> Problem statement
The answer should be one number: the count of lines in the listing below with "hand" in them.

> Given records
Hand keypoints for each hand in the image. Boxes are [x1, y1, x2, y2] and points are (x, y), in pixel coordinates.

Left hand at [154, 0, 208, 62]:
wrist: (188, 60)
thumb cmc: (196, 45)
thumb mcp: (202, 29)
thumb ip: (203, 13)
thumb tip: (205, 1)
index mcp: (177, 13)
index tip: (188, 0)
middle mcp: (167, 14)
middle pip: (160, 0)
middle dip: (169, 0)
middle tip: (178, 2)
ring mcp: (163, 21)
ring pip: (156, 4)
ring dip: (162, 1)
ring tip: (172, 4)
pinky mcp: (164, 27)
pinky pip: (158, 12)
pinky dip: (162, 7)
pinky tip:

> Response area
2